ICOs (Initial Coin Offerings) ruled the financial world in 2017. The global startup capital generated from cryptocurrency offerings in 2017 amounted to US$6 billion. However, about 80 percent of them were scams. A security token offering (STO) is a fundraising event where security tokens are sold from a security token exchange. STOs are viewed as a more regulated version of an ICO. With the advent of the STO era in 2018, blockchain investors had much better protection, paving the way for mass adoption of the digital economy.

A security token is a one-of-a-kind token representing a stake in an external asset or organization and is issued on a permissioned or permissionless blockchain. Security tokens, which serve the same purpose as stocks, bonds, and other assets, can be issued by entities such as the government and enterprises.

How is an STO different from an ICO?

Both STO and ICO are created using the same process. However, the token characteristics are not the same.

STOs are asset-backed and subject to regulatory oversight. The majority of ICOs, on the other hand, pitch their coins as a utility token that grants users access to the native platform or decentralized apps (dApps).
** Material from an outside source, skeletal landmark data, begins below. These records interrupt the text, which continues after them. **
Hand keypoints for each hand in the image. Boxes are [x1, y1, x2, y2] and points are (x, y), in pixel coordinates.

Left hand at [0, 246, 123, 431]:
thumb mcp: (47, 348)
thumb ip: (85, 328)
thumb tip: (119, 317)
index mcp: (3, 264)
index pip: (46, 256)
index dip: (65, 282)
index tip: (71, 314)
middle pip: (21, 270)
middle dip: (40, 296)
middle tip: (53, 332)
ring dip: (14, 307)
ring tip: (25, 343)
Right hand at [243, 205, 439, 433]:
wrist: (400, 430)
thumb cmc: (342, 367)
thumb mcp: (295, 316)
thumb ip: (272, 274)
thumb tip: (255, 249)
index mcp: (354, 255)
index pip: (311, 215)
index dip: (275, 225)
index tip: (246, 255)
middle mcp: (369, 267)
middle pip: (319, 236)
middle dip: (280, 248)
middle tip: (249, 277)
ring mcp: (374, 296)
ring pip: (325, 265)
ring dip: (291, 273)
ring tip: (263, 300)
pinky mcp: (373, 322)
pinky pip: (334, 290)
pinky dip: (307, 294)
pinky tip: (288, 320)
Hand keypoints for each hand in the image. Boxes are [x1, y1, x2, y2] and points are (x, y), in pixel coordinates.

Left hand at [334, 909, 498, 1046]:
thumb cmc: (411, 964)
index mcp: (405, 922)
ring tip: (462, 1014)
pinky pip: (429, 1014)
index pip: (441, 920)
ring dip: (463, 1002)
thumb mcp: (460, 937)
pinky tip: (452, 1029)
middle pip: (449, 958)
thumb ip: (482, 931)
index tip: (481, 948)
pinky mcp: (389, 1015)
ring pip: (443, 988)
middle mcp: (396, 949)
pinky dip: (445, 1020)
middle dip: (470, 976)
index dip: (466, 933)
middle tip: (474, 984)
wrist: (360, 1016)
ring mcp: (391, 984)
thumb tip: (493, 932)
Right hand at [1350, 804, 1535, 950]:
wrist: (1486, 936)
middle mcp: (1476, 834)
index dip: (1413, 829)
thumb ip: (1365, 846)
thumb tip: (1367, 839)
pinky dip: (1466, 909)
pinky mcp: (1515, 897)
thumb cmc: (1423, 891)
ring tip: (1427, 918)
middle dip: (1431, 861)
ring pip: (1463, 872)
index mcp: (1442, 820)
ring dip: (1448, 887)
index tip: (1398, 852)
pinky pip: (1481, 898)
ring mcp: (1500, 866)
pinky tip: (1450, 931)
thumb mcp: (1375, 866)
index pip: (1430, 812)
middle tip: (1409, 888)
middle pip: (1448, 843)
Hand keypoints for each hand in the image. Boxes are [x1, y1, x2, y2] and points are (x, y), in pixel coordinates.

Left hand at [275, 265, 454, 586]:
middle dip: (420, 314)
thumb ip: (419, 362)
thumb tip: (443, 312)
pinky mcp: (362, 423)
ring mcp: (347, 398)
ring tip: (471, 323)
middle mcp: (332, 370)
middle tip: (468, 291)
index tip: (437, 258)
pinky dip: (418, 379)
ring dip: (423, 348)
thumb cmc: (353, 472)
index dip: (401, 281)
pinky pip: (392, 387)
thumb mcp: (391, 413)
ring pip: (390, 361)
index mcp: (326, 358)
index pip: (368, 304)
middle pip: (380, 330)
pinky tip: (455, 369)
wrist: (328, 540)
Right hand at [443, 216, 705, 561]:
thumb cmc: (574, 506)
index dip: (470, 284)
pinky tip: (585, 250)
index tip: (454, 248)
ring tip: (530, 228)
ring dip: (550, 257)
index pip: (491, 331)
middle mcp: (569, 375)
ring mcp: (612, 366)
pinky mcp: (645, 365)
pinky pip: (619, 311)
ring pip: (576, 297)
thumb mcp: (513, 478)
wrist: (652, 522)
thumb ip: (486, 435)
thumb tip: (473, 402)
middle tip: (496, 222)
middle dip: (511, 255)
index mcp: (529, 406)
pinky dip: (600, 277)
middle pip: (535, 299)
As a result, the barrier to entry for organizations looking to start an ICO is substantially lower, as they do not have to complete all of the upfront compliance work. Launching an STO is significantly more complicated because the objective is to issue an investment contract under securities legislation. As a result, these platforms will have to conduct the preliminary work of ensuring that they comply with the appropriate rules.

How to Create an STO

Many smart contracts are used to create security tokens. A smart contract is a simple software meant to execute when a given condition is met automatically. 

Smart contracts also govern how the token may be acquired, exchanged, and sold legally. Since they are blockchain-based, the transactions are immutable, traceable, and completely visible. The entire procedure is known as whitelisting, and it makes Security Token ownership more secure than other types of tokens.

Types of Security Tokens

There are three types of security tokens available on the market:

Equity Tokens: Except for how ownership is documented and transferred, an equity token is comparable to regular stock. It is stored in an immutable ledger kept up to date by tens, hundreds, or even thousands of computers networked throughout the world.

Debt Tokens: A debt token is a short-term loan with an interest rate granted to a corporation by investors — it might be real estate mortgages, corporate bonds, or another sort of structured debt.

Asset-backed Tokens: Tokens of this type indicate ownership of things like real estate, art, carbon credits, or commodities. Because blockchain is safe, irreversible, and transparent, it allows for a reliable record of transactions; it lowers fraud and improves settlement time, making it a perfect match for commodities trading.